____ RECORDS FOR PROCESSING

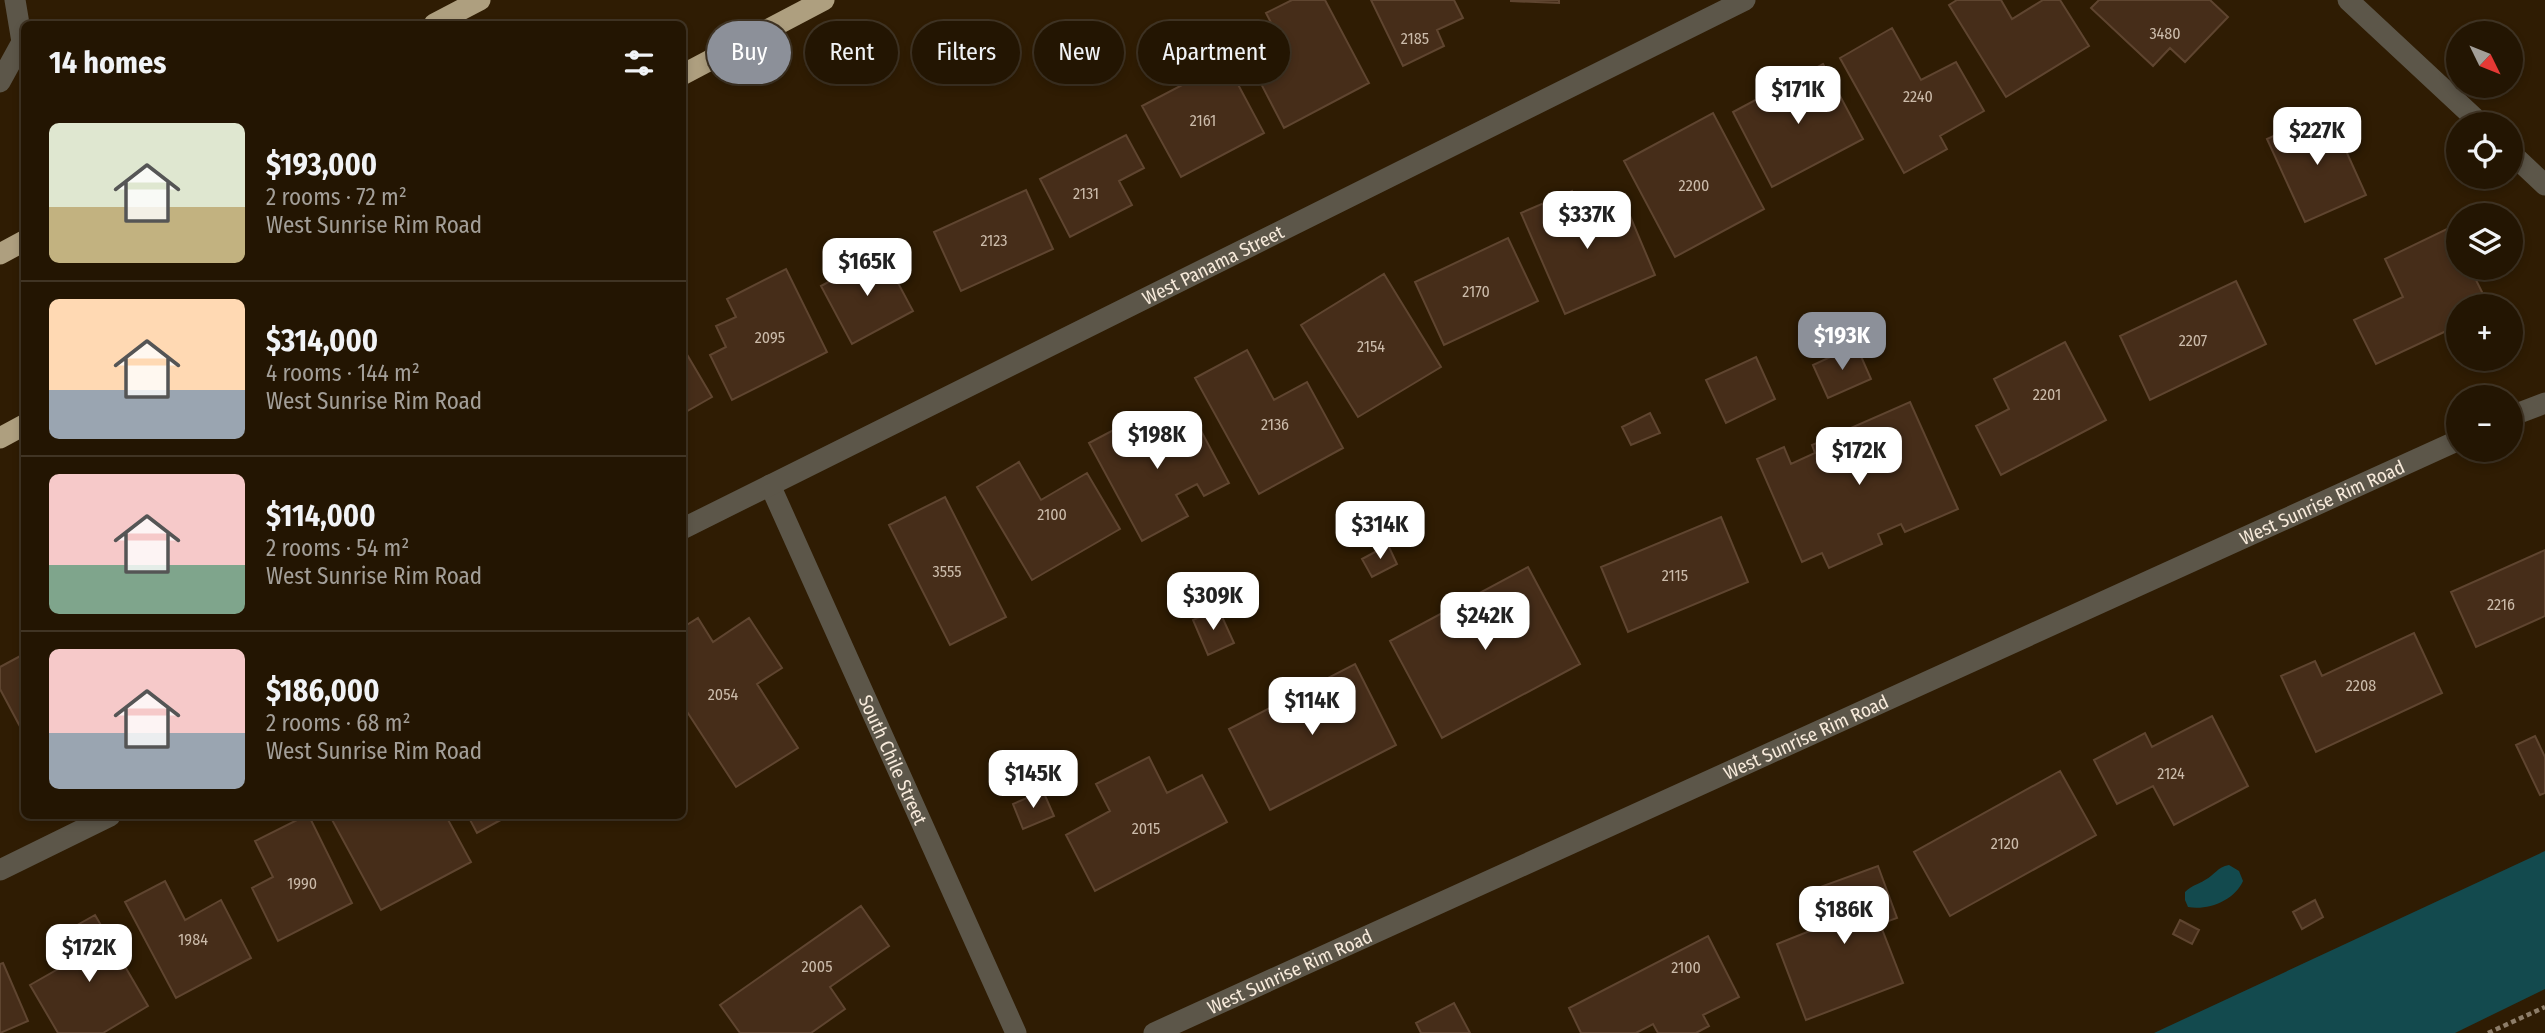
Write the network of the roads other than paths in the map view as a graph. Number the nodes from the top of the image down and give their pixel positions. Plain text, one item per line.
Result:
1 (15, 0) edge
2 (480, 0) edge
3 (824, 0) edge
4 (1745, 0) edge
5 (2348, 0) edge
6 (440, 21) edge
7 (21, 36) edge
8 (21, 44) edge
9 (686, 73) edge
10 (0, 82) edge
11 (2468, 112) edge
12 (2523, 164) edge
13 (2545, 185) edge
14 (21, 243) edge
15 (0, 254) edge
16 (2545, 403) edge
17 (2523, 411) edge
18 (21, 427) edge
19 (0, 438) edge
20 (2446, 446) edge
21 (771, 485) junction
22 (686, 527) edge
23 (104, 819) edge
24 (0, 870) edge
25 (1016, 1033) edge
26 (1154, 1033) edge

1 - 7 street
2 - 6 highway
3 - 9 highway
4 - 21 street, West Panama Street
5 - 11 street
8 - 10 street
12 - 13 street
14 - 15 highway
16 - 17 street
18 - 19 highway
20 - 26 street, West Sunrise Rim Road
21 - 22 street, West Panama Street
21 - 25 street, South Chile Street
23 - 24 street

________

INSTRUCTIONS FOR THE TASK :: What is wanted is a verbatim transcription of every record above, pictures excluded.

ANSWER SECTION ::
Write the network of the roads other than paths in the map view as a graph. Number the nodes from the top of the image down and give their pixel positions. Plain text, one item per line.
Result:
1 (15, 0) edge
2 (480, 0) edge
3 (824, 0) edge
4 (1745, 0) edge
5 (2348, 0) edge
6 (440, 21) edge
7 (21, 36) edge
8 (21, 44) edge
9 (686, 73) edge
10 (0, 82) edge
11 (2468, 112) edge
12 (2523, 164) edge
13 (2545, 185) edge
14 (21, 243) edge
15 (0, 254) edge
16 (2545, 403) edge
17 (2523, 411) edge
18 (21, 427) edge
19 (0, 438) edge
20 (2446, 446) edge
21 (771, 485) junction
22 (686, 527) edge
23 (104, 819) edge
24 (0, 870) edge
25 (1016, 1033) edge
26 (1154, 1033) edge

1 - 7 street
2 - 6 highway
3 - 9 highway
4 - 21 street, West Panama Street
5 - 11 street
8 - 10 street
12 - 13 street
14 - 15 highway
16 - 17 street
18 - 19 highway
20 - 26 street, West Sunrise Rim Road
21 - 22 street, West Panama Street
21 - 25 street, South Chile Street
23 - 24 street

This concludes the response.